Stored records:
-.-.-
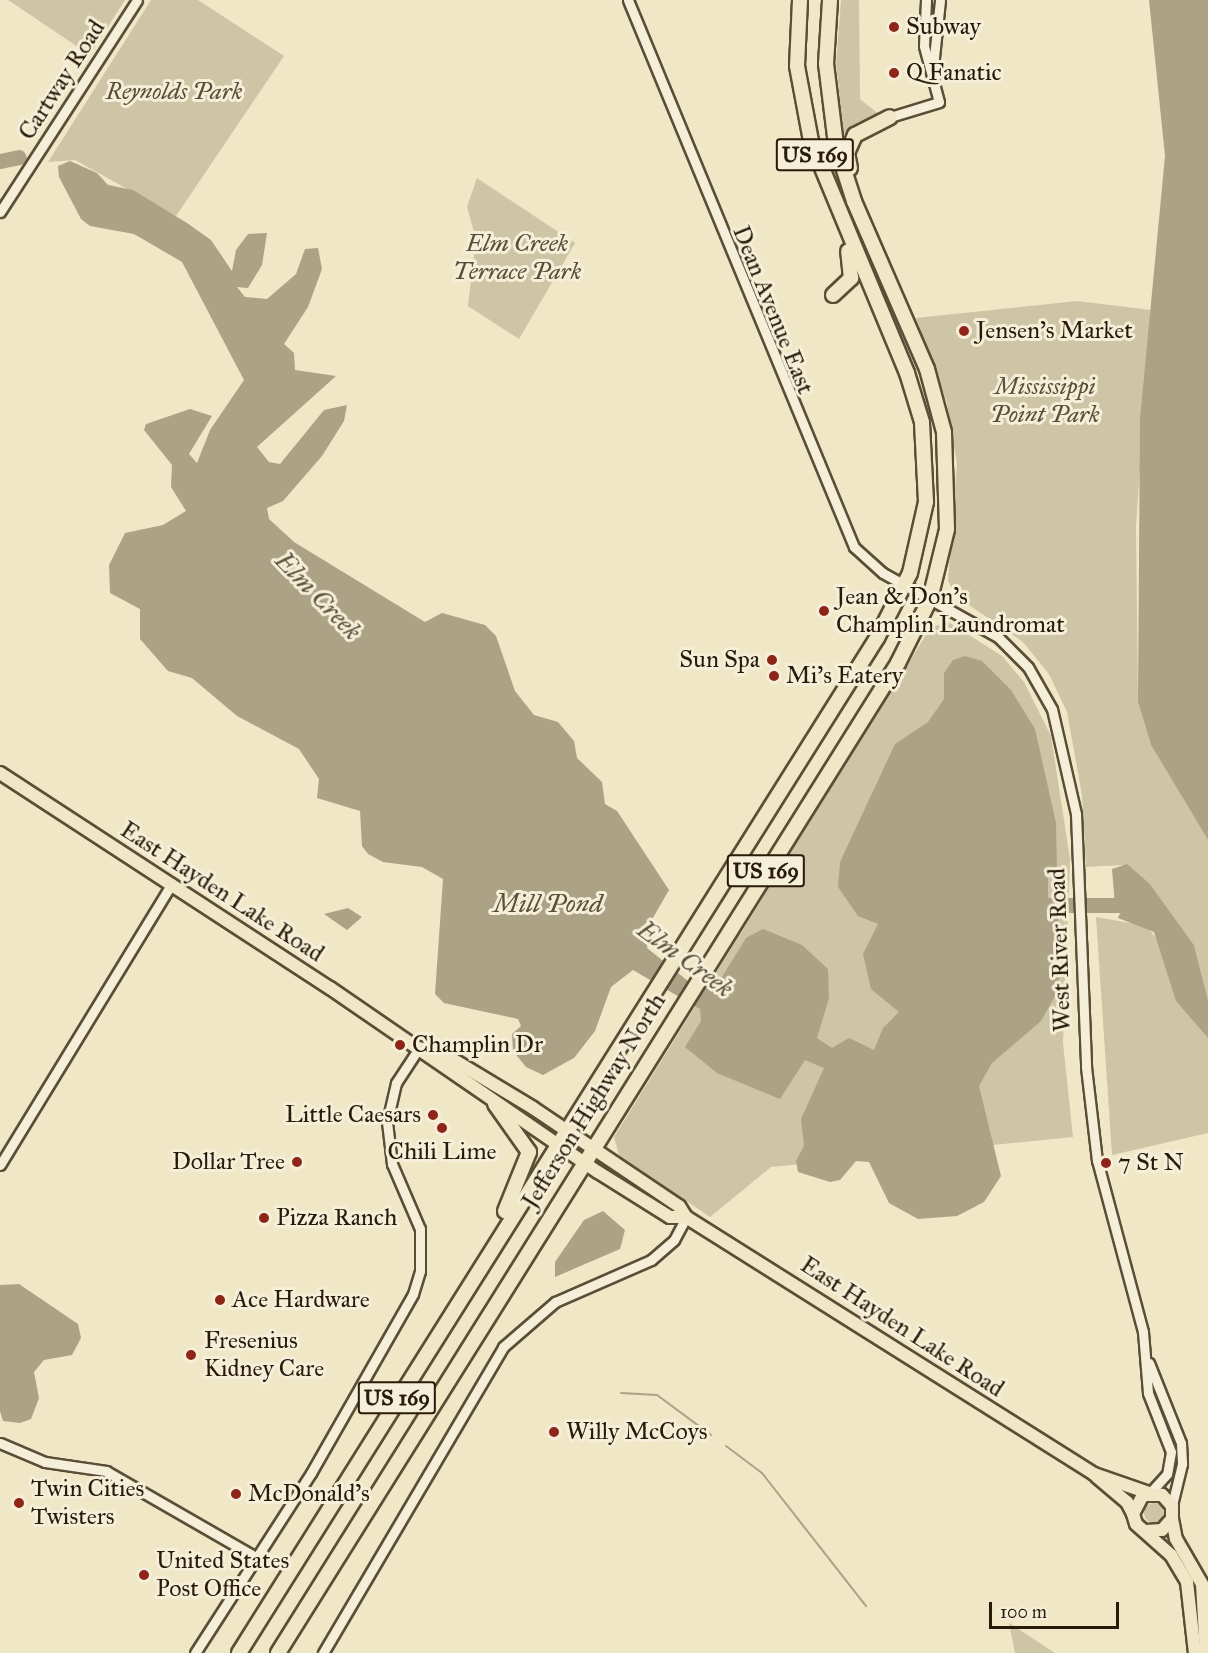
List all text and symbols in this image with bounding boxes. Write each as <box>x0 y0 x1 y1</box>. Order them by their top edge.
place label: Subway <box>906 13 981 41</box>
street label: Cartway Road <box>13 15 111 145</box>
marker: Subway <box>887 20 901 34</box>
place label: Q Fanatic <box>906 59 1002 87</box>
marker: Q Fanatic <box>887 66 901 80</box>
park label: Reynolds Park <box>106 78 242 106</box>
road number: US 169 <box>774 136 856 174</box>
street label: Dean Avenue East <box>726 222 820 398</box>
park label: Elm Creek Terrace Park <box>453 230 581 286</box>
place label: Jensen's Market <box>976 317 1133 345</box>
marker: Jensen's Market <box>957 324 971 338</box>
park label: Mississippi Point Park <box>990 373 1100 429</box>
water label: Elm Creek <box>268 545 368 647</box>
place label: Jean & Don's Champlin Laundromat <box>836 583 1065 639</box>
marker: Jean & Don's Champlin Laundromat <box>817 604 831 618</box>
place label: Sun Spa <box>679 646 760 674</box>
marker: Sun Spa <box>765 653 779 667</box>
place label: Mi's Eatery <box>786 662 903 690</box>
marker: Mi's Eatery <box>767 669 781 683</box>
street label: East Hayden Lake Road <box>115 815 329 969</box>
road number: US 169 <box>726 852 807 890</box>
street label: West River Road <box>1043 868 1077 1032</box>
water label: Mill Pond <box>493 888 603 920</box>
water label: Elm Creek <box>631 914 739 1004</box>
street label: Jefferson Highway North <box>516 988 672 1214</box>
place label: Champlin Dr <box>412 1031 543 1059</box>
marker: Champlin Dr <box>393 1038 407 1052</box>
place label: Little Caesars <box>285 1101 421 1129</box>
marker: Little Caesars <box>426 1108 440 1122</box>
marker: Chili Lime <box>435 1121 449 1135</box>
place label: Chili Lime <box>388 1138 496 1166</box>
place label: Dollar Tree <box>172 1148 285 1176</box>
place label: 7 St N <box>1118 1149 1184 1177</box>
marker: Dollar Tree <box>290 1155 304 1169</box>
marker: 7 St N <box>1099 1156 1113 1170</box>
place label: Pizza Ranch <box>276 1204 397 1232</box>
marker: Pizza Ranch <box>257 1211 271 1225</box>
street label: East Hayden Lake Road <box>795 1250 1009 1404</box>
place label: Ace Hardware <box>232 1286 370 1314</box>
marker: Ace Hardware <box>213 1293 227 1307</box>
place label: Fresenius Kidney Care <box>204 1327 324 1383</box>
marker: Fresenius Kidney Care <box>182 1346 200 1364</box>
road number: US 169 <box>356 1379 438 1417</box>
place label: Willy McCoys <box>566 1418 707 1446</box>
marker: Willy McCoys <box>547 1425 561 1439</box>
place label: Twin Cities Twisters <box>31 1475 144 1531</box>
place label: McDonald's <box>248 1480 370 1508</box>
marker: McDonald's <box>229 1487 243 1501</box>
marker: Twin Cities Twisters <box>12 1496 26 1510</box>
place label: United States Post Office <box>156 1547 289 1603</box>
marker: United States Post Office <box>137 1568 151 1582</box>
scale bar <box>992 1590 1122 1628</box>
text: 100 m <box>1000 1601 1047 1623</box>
-.-.-
Exactly repeat the data above; the pictures do not belong in your copy.

## Answer box
List all text and symbols in this image with bounding boxes. Write each as <box>x0 y0 x1 y1</box>. Order them by their top edge.
place label: Subway <box>906 13 981 41</box>
street label: Cartway Road <box>13 15 111 145</box>
marker: Subway <box>887 20 901 34</box>
place label: Q Fanatic <box>906 59 1002 87</box>
marker: Q Fanatic <box>887 66 901 80</box>
park label: Reynolds Park <box>106 78 242 106</box>
road number: US 169 <box>774 136 856 174</box>
street label: Dean Avenue East <box>726 222 820 398</box>
park label: Elm Creek Terrace Park <box>453 230 581 286</box>
place label: Jensen's Market <box>976 317 1133 345</box>
marker: Jensen's Market <box>957 324 971 338</box>
park label: Mississippi Point Park <box>990 373 1100 429</box>
water label: Elm Creek <box>268 545 368 647</box>
place label: Jean & Don's Champlin Laundromat <box>836 583 1065 639</box>
marker: Jean & Don's Champlin Laundromat <box>817 604 831 618</box>
place label: Sun Spa <box>679 646 760 674</box>
marker: Sun Spa <box>765 653 779 667</box>
place label: Mi's Eatery <box>786 662 903 690</box>
marker: Mi's Eatery <box>767 669 781 683</box>
street label: East Hayden Lake Road <box>115 815 329 969</box>
road number: US 169 <box>726 852 807 890</box>
street label: West River Road <box>1043 868 1077 1032</box>
water label: Mill Pond <box>493 888 603 920</box>
water label: Elm Creek <box>631 914 739 1004</box>
street label: Jefferson Highway North <box>516 988 672 1214</box>
place label: Champlin Dr <box>412 1031 543 1059</box>
marker: Champlin Dr <box>393 1038 407 1052</box>
place label: Little Caesars <box>285 1101 421 1129</box>
marker: Little Caesars <box>426 1108 440 1122</box>
marker: Chili Lime <box>435 1121 449 1135</box>
place label: Chili Lime <box>388 1138 496 1166</box>
place label: Dollar Tree <box>172 1148 285 1176</box>
place label: 7 St N <box>1118 1149 1184 1177</box>
marker: Dollar Tree <box>290 1155 304 1169</box>
marker: 7 St N <box>1099 1156 1113 1170</box>
place label: Pizza Ranch <box>276 1204 397 1232</box>
marker: Pizza Ranch <box>257 1211 271 1225</box>
street label: East Hayden Lake Road <box>795 1250 1009 1404</box>
place label: Ace Hardware <box>232 1286 370 1314</box>
marker: Ace Hardware <box>213 1293 227 1307</box>
place label: Fresenius Kidney Care <box>204 1327 324 1383</box>
marker: Fresenius Kidney Care <box>182 1346 200 1364</box>
road number: US 169 <box>356 1379 438 1417</box>
place label: Willy McCoys <box>566 1418 707 1446</box>
marker: Willy McCoys <box>547 1425 561 1439</box>
place label: Twin Cities Twisters <box>31 1475 144 1531</box>
place label: McDonald's <box>248 1480 370 1508</box>
marker: McDonald's <box>229 1487 243 1501</box>
marker: Twin Cities Twisters <box>12 1496 26 1510</box>
place label: United States Post Office <box>156 1547 289 1603</box>
marker: United States Post Office <box>137 1568 151 1582</box>
scale bar <box>992 1590 1122 1628</box>
text: 100 m <box>1000 1601 1047 1623</box>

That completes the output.